Johannes Brahms died on 3 April 1897, 125 years ago. About three quarters of a year earlier, increasingly weighed down by his fatal illness, he had finally laid down his composer’s pen. In May and June 1896, he had still been working out altogether eleven chorale preludes for organ. At that time, he wrote to Eusebius Mandyczewski that he was practicing ‘penitence and rue with small trifles’ – thus conveying an example of how flippantly he expressed himself about his own music, the more seriously, indeed, that he took it. It was not until 1902 that this collection from his estate, wafting the special aura of the ‘final work’, was published as Opus 122. The eleven chorale preludes have already appeared in both the New Brahms Complete Edition (Series IV) and in an Urtext edition based on it (HN 1368).

Immediately prior to his preoccupation with chorale preludes, Brahms had completed a cycle of four songs that in the summer of 1896 he himself had had published as his final opus. On 7 May, he had shown Max Kalbeck a ‘manuscript volume’ with four compositions based on Bible texts, whilst saying: ‘I gave this to myself today for my birthday.’ Just a few days later he sent the engraver’s model to his Berlin publisher Fritz Simrock, and by July the first edition of the Vier ernste Gesänge [Four Serious Songs] op. 121 was already available in its original version for bass and piano. Just how ‘serious’ Brahms was about this work can be seen in his emphatically offhand remarks.
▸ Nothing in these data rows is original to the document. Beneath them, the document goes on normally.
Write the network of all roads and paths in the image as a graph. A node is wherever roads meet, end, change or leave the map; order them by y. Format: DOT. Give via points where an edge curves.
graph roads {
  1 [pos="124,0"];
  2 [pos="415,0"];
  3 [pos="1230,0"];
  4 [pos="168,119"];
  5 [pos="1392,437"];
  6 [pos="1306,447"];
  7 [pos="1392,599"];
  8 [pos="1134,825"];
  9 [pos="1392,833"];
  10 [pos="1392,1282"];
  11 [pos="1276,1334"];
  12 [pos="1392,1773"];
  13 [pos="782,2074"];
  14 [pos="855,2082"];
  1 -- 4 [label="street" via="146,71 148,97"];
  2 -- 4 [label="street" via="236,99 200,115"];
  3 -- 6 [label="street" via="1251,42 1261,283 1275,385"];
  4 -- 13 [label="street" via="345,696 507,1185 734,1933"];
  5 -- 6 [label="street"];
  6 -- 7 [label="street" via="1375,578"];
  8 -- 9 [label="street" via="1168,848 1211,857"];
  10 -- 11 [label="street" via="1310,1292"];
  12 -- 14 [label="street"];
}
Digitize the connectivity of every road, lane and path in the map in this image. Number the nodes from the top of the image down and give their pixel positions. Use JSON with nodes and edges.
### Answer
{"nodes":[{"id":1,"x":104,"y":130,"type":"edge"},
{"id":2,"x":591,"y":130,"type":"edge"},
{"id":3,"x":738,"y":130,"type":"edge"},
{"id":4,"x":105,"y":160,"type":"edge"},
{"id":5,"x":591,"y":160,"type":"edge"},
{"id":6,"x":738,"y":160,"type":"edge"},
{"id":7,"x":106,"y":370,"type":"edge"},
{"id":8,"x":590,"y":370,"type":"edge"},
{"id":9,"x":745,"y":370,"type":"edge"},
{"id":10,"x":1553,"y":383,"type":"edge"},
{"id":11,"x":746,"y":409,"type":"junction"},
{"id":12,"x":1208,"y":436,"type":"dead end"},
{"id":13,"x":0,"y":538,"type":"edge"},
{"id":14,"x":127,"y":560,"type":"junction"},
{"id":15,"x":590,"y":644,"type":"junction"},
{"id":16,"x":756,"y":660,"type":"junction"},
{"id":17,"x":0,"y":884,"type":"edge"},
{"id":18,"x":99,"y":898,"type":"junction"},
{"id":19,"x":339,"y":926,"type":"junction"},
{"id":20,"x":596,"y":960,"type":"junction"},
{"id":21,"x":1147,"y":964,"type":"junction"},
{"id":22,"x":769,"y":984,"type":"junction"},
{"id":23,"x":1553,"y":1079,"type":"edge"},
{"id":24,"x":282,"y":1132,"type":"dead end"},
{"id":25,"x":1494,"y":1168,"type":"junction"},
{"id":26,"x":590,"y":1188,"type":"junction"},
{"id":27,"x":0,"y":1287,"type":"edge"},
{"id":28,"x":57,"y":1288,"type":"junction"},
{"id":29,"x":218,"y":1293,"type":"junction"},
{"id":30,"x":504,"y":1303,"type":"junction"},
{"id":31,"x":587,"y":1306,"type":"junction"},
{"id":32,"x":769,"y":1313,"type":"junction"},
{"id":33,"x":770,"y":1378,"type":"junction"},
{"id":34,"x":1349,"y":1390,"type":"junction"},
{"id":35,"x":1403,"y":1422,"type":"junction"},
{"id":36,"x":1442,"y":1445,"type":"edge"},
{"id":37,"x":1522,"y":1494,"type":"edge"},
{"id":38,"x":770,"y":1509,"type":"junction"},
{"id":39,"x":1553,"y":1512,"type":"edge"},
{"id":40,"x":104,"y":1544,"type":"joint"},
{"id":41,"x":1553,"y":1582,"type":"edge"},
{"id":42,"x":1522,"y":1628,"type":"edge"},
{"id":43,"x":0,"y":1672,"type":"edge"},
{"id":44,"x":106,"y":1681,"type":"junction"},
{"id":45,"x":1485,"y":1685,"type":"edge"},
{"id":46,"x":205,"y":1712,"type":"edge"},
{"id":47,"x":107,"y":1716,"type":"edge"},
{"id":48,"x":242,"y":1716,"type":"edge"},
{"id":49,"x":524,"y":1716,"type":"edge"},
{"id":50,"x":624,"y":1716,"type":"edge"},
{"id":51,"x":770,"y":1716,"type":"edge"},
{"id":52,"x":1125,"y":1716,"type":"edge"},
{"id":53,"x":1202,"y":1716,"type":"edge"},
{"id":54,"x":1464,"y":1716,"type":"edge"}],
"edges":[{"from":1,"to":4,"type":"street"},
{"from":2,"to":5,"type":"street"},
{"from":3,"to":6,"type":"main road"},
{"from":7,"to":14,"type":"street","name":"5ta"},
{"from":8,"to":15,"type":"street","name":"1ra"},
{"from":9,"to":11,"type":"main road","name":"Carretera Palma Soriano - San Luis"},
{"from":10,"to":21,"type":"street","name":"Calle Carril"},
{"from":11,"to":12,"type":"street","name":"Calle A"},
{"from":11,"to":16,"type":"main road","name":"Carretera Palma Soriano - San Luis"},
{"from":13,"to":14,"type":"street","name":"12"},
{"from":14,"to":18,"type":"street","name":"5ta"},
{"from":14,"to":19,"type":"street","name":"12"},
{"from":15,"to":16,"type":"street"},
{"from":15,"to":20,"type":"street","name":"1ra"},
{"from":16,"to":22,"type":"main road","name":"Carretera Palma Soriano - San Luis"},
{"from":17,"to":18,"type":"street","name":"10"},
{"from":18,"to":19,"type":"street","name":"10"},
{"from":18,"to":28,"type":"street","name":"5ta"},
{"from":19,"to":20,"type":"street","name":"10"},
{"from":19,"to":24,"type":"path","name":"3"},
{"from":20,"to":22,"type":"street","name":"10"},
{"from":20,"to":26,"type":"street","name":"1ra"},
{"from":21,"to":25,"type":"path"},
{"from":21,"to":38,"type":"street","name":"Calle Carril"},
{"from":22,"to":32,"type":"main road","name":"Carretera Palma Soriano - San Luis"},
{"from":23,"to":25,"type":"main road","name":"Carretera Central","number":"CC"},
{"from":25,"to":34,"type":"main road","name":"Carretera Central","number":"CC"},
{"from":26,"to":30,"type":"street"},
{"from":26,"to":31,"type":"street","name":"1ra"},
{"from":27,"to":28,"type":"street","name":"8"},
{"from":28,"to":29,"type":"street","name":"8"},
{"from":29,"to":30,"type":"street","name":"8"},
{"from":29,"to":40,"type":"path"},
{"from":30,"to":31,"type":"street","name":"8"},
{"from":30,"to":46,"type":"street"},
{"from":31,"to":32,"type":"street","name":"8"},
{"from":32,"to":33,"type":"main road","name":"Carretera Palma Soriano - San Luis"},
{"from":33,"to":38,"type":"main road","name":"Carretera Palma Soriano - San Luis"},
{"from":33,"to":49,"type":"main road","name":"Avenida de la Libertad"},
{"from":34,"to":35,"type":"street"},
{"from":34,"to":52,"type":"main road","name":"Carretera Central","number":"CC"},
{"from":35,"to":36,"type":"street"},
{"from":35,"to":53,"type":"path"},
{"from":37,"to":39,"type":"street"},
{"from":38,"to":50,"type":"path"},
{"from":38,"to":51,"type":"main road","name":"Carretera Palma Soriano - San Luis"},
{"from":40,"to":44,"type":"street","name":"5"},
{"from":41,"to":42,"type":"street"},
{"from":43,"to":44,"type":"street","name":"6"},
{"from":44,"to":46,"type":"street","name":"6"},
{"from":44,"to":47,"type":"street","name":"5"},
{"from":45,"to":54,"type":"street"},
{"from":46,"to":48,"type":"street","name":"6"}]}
In May, for example, he announced the songs to the publisher with the words: ‘they are damned serious and at the same time so godless that the police could ban them – if the words were not all in the Bible.’ And when he sent the galley proofs to Mandyczewski for forwarding to Simrock in June, he called the pieces ‘godless Schnadahüpferl’. A greater contrast than that between merry ‘Schnadahüpferln’ (a certain kind of Alpine dance tune) and the four profound reflections on last things is hardly imaginable.

It was Brahms himself who meaningfully compiled the texts from various books of the Bible to set to music in Opus 121, as he had done, for example, in the Deutsches Requiem op. 45 and in the motet ‘Warum ist das Licht gegeben dem Mühseligen?’ op. 74, no. 1. Both works also dealt with the great questions of human life and death, which are now once again relentlessly taken up in the Vier ernste Gesänge: Human beings die just like ‘cattle’ and cannot know what will happen after death, so that nothing remains for them in life but to be ‘cheerful in their labour’ (No. 1). Much injustice is exerted ‘under the sun’ by the powers that be, for which there is no solace; death is therefore better than life, and even better is not to have been born (No. 2). The thought of death is bitter for both the wealthy and healthy but is comforting to the ‘hapless’ and hopeless (No. 3). Any speaking with tongues of men and angels, any knowledge, any faith, any charity and even martyrdom are worth nothing without love. ‘But now abideth faith, hope, charity, these three; but charity is the greatest of these.’ (No. 4).

To be encountered in the closing section of the final song, Brahms’s heartfelt setting of the last words of the great ‘Song of Love’ (1 Corinthians 13), is a vexingly ambiguous music notation. In measures 83–87 (figure 1), three music layers are overlapping: first of all, the singing voice in quarter notes and ordinary (duplet) eighths; secondly, the two lower voices in the piano part, whose broken chords run in eighth-note triplets; thirdly, the upper voice stemmed upwards in the piano part, notated, on the one hand, as duplets (like the singing voice and rhythmically congruent with it), and is, on the other hand (from the notehead’s vertical positioning and coincidence), incorporated into the triplet motion of the middle piano part.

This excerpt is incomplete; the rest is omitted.